_PROMPT_. Search the material below for the string "Court" and copy each line where it appears.

_DATA SHOWN_.
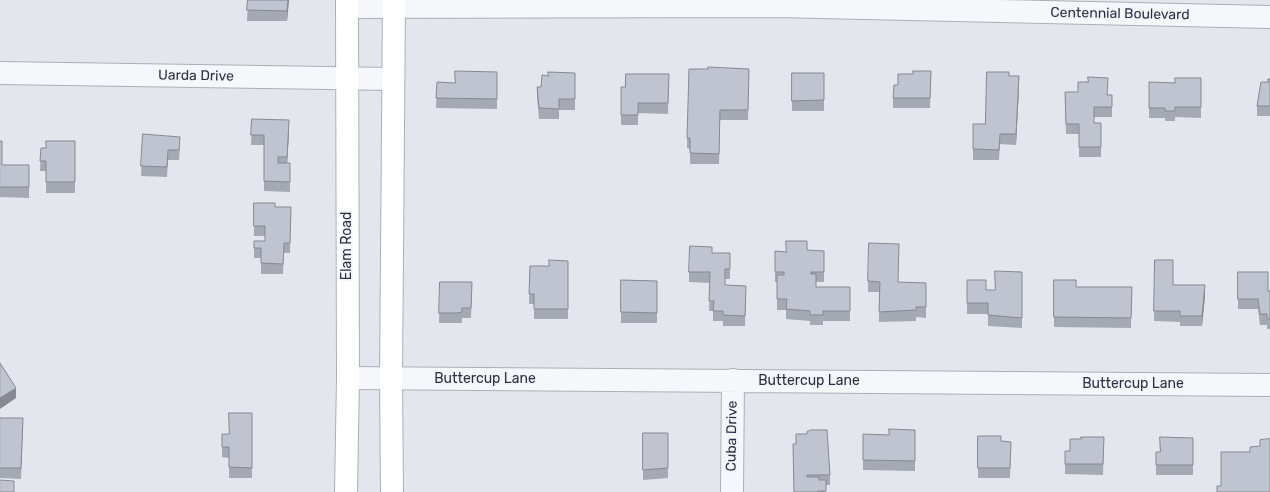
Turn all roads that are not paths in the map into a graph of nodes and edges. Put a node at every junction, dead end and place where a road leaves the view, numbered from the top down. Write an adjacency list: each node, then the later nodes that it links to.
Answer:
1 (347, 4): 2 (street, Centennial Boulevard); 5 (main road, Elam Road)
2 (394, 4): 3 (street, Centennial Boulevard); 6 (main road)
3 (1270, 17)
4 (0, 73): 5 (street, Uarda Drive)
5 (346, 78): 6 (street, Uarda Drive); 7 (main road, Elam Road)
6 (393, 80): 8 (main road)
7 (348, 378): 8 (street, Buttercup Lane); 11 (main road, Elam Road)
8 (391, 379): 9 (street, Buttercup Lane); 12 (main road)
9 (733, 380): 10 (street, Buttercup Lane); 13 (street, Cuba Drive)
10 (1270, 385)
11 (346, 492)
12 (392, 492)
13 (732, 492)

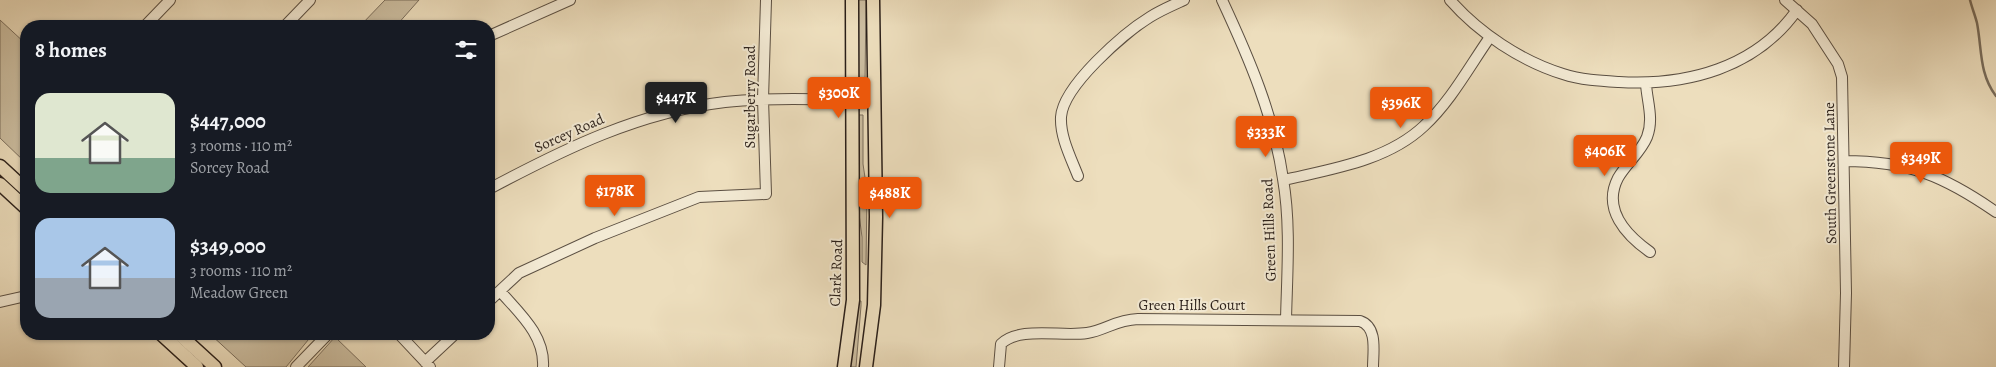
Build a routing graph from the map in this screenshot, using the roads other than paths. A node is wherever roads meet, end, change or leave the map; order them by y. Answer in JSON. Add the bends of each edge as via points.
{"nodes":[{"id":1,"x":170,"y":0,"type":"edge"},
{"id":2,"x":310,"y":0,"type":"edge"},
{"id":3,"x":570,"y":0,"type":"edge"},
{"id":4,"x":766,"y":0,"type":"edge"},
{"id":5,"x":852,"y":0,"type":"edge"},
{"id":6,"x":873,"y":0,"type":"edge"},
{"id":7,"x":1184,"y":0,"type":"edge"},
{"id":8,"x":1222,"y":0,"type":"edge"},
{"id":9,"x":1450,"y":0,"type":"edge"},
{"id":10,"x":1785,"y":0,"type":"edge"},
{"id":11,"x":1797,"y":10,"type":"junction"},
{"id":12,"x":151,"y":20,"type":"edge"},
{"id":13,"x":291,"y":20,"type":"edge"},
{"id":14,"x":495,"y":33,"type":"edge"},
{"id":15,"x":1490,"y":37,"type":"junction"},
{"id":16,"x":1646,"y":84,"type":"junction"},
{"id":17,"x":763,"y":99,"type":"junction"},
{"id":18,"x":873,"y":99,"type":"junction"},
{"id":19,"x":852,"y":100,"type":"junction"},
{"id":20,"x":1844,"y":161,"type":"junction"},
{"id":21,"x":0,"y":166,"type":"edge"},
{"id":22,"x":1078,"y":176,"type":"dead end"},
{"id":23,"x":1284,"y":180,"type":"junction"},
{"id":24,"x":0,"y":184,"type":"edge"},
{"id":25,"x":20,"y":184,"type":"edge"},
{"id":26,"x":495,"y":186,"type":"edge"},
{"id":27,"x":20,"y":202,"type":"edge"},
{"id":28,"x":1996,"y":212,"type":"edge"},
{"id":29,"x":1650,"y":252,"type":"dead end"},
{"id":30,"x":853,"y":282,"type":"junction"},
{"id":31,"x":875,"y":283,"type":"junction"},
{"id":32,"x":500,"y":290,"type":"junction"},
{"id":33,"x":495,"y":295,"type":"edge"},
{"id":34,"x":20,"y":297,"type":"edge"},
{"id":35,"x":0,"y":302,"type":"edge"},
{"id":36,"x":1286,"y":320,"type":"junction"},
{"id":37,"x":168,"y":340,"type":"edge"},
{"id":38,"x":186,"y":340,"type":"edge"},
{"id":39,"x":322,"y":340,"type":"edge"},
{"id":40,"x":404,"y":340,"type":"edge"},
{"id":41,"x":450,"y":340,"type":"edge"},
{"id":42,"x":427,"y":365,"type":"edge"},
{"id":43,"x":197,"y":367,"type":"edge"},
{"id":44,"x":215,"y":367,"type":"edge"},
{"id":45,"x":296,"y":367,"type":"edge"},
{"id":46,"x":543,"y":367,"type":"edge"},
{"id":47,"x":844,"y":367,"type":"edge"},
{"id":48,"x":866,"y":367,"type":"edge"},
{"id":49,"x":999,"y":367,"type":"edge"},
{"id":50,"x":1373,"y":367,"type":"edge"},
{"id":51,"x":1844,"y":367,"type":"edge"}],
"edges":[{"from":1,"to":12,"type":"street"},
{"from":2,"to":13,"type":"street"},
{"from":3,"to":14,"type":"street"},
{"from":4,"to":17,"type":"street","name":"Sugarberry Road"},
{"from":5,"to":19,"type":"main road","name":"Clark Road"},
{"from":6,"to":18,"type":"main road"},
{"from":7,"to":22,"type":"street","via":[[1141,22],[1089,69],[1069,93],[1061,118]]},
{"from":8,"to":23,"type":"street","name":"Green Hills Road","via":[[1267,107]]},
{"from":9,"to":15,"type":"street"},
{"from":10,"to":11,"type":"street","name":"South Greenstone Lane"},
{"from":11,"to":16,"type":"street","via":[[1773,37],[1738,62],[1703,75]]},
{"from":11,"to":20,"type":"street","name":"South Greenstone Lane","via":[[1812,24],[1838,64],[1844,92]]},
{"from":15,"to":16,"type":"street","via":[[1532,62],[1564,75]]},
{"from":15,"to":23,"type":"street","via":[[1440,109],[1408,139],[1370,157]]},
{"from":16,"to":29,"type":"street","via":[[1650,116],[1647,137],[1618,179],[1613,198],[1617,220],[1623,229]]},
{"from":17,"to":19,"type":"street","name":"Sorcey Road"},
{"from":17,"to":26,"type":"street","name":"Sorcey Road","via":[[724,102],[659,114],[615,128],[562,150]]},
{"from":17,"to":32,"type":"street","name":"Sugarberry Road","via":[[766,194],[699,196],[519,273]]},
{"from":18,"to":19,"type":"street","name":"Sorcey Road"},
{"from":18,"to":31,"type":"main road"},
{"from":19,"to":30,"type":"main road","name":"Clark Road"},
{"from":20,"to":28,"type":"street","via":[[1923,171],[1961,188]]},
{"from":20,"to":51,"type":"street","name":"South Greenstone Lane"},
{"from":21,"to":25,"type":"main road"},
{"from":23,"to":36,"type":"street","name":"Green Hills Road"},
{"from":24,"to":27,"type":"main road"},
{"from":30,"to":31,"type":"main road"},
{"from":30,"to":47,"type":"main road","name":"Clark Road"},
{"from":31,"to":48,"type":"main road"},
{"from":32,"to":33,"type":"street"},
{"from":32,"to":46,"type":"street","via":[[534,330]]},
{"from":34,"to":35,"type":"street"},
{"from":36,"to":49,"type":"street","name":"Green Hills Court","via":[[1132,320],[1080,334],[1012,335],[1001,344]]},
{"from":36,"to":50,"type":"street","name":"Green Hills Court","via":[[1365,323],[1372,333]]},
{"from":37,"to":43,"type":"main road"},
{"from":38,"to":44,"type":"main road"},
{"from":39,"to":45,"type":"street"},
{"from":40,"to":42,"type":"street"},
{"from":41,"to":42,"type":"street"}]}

...

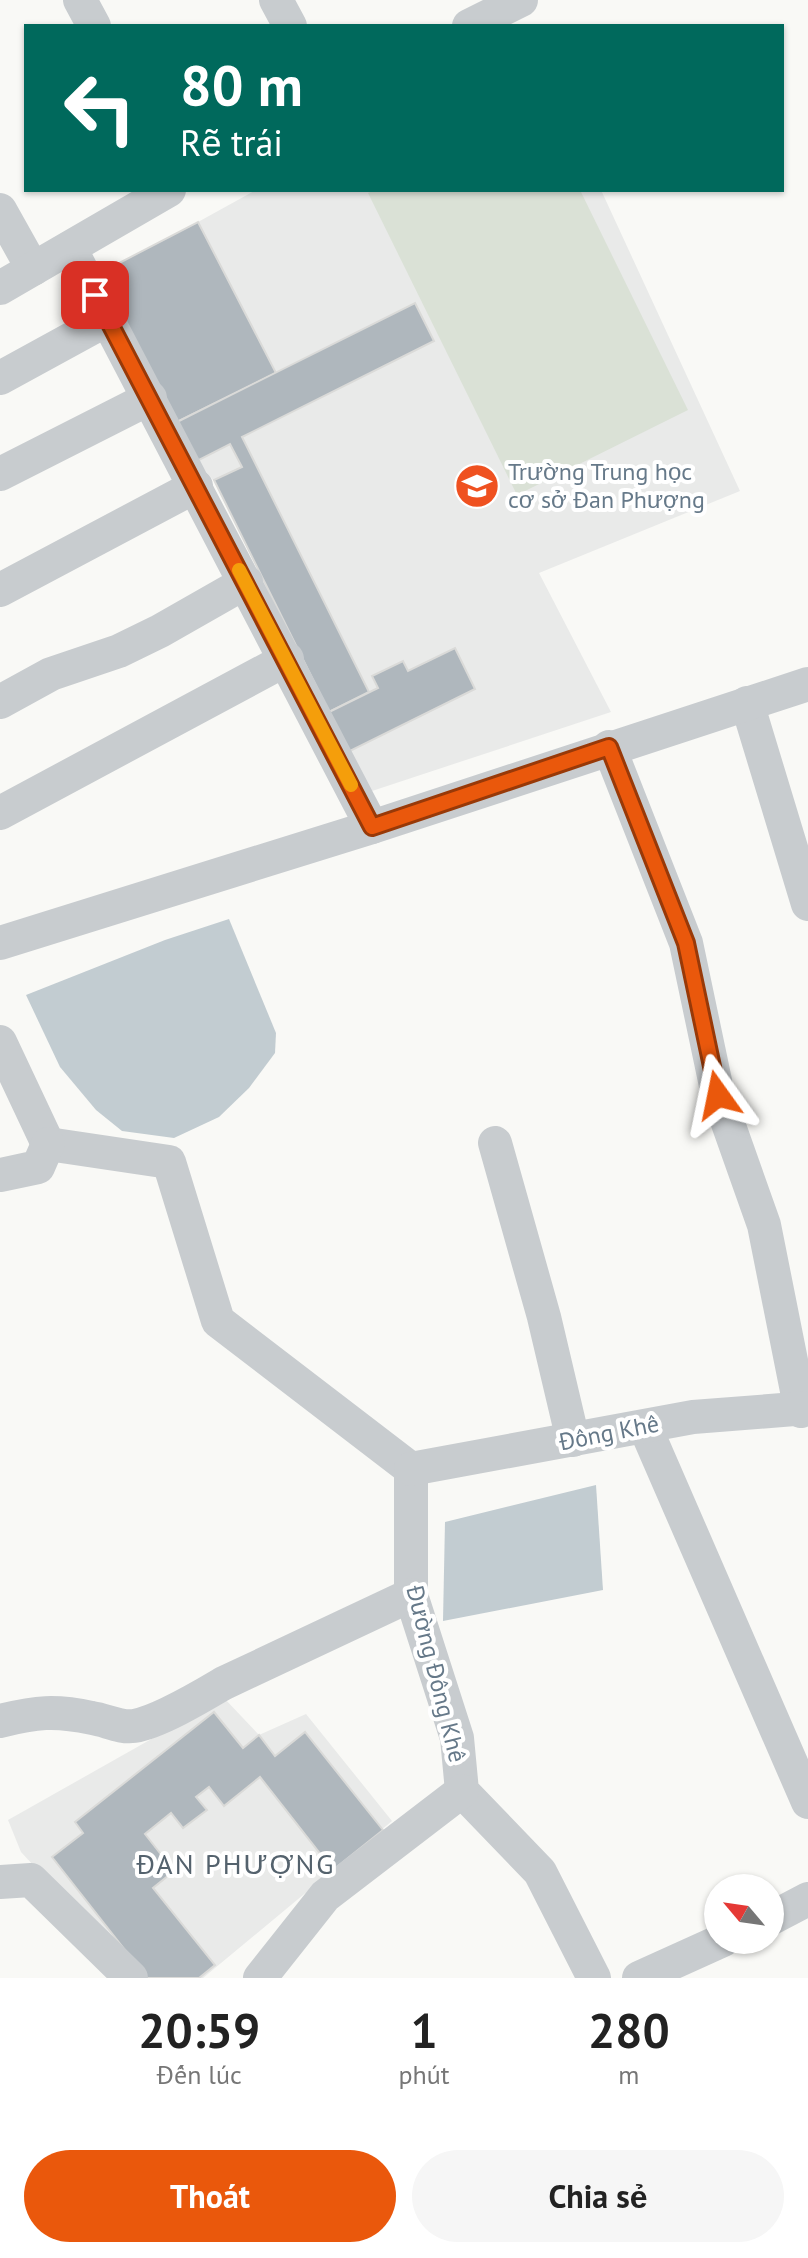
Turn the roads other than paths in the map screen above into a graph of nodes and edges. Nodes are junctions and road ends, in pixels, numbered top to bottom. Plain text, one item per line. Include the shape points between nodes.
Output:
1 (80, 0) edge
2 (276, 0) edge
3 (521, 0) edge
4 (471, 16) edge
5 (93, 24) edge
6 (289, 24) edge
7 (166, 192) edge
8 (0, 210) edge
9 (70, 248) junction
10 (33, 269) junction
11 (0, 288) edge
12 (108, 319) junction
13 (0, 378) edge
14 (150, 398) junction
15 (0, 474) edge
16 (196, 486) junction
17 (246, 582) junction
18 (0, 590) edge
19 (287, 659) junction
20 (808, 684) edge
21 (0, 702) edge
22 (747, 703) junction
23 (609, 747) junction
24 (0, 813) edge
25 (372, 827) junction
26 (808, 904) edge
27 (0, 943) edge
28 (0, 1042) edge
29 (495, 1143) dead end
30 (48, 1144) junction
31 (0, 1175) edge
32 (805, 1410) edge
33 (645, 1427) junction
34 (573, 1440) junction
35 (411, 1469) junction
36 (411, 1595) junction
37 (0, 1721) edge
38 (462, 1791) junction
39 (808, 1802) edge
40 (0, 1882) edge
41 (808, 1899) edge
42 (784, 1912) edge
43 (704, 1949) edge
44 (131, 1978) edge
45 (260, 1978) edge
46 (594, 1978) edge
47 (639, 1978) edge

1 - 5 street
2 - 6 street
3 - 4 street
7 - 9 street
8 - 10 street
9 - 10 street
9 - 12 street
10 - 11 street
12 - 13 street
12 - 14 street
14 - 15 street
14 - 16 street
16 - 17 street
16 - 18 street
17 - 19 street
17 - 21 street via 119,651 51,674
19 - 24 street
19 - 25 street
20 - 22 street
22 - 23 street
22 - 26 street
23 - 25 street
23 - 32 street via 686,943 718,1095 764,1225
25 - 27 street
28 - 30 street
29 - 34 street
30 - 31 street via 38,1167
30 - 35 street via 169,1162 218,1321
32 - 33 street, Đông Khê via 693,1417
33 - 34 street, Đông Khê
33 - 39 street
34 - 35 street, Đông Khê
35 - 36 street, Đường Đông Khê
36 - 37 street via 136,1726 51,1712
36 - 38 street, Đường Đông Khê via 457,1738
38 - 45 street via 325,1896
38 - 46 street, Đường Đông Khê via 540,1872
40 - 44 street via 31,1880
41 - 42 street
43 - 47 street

_ANSWER TO THIS TASK_.
{"from":36,"to":49,"type":"street","name":"Green Hills Court","via":[[1132,320],[1080,334],[1012,335],[1001,344]]},
{"from":36,"to":50,"type":"street","name":"Green Hills Court","via":[[1365,323],[1372,333]]},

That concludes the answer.